◆ Task description:
Each record that follows should be reproduced in full, character for character.

◆ Available records:
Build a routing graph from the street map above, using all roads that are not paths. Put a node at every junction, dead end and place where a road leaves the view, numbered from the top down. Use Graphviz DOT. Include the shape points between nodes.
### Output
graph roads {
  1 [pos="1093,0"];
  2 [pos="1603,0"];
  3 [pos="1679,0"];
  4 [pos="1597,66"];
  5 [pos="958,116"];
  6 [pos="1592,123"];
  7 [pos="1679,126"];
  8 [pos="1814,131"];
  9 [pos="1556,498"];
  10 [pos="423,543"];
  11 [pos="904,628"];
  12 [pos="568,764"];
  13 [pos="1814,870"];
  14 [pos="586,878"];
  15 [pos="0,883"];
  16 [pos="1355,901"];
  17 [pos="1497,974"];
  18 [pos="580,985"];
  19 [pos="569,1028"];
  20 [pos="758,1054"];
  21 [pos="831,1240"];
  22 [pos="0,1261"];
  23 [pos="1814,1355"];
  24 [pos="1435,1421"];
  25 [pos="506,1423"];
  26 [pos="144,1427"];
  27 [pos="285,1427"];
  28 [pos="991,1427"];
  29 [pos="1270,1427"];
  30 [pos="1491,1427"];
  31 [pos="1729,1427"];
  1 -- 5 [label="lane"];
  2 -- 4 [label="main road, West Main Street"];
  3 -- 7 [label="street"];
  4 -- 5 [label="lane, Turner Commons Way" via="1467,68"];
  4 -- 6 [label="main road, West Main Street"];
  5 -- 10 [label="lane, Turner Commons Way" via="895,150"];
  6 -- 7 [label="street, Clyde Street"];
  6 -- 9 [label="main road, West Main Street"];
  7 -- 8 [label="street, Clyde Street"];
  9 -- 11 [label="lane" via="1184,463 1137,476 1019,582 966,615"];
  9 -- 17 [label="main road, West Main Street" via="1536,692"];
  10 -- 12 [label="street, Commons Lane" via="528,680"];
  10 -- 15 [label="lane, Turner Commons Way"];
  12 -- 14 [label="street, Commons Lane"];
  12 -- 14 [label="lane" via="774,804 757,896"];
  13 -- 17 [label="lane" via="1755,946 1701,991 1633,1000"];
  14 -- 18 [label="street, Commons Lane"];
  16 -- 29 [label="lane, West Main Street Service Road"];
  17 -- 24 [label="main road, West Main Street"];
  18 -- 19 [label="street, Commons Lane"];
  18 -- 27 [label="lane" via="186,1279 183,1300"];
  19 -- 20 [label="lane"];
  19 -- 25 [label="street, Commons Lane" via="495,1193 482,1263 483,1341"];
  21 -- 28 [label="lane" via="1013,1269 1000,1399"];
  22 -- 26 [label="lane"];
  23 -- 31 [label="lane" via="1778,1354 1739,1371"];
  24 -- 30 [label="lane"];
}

◆ Finished task:
Build a routing graph from the street map above, using all roads that are not paths. Put a node at every junction, dead end and place where a road leaves the view, numbered from the top down. Use Graphviz DOT. Include the shape points between nodes.
### Output
graph roads {
  1 [pos="1093,0"];
  2 [pos="1603,0"];
  3 [pos="1679,0"];
  4 [pos="1597,66"];
  5 [pos="958,116"];
  6 [pos="1592,123"];
  7 [pos="1679,126"];
  8 [pos="1814,131"];
  9 [pos="1556,498"];
  10 [pos="423,543"];
  11 [pos="904,628"];
  12 [pos="568,764"];
  13 [pos="1814,870"];
  14 [pos="586,878"];
  15 [pos="0,883"];
  16 [pos="1355,901"];
  17 [pos="1497,974"];
  18 [pos="580,985"];
  19 [pos="569,1028"];
  20 [pos="758,1054"];
  21 [pos="831,1240"];
  22 [pos="0,1261"];
  23 [pos="1814,1355"];
  24 [pos="1435,1421"];
  25 [pos="506,1423"];
  26 [pos="144,1427"];
  27 [pos="285,1427"];
  28 [pos="991,1427"];
  29 [pos="1270,1427"];
  30 [pos="1491,1427"];
  31 [pos="1729,1427"];
  1 -- 5 [label="lane"];
  2 -- 4 [label="main road, West Main Street"];
  3 -- 7 [label="street"];
  4 -- 5 [label="lane, Turner Commons Way" via="1467,68"];
  4 -- 6 [label="main road, West Main Street"];
  5 -- 10 [label="lane, Turner Commons Way" via="895,150"];
  6 -- 7 [label="street, Clyde Street"];
  6 -- 9 [label="main road, West Main Street"];
  7 -- 8 [label="street, Clyde Street"];
  9 -- 11 [label="lane" via="1184,463 1137,476 1019,582 966,615"];
  9 -- 17 [label="main road, West Main Street" via="1536,692"];
  10 -- 12 [label="street, Commons Lane" via="528,680"];
  10 -- 15 [label="lane, Turner Commons Way"];
  12 -- 14 [label="street, Commons Lane"];
  12 -- 14 [label="lane" via="774,804 757,896"];
  13 -- 17 [label="lane" via="1755,946 1701,991 1633,1000"];
  14 -- 18 [label="street, Commons Lane"];
  16 -- 29 [label="lane, West Main Street Service Road"];
  17 -- 24 [label="main road, West Main Street"];
  18 -- 19 [label="street, Commons Lane"];
  18 -- 27 [label="lane" via="186,1279 183,1300"];
  19 -- 20 [label="lane"];
  19 -- 25 [label="street, Commons Lane" via="495,1193 482,1263 483,1341"];
  21 -- 28 [label="lane" via="1013,1269 1000,1399"];
  22 -- 26 [label="lane"];
  23 -- 31 [label="lane" via="1778,1354 1739,1371"];
  24 -- 30 [label="lane"];
}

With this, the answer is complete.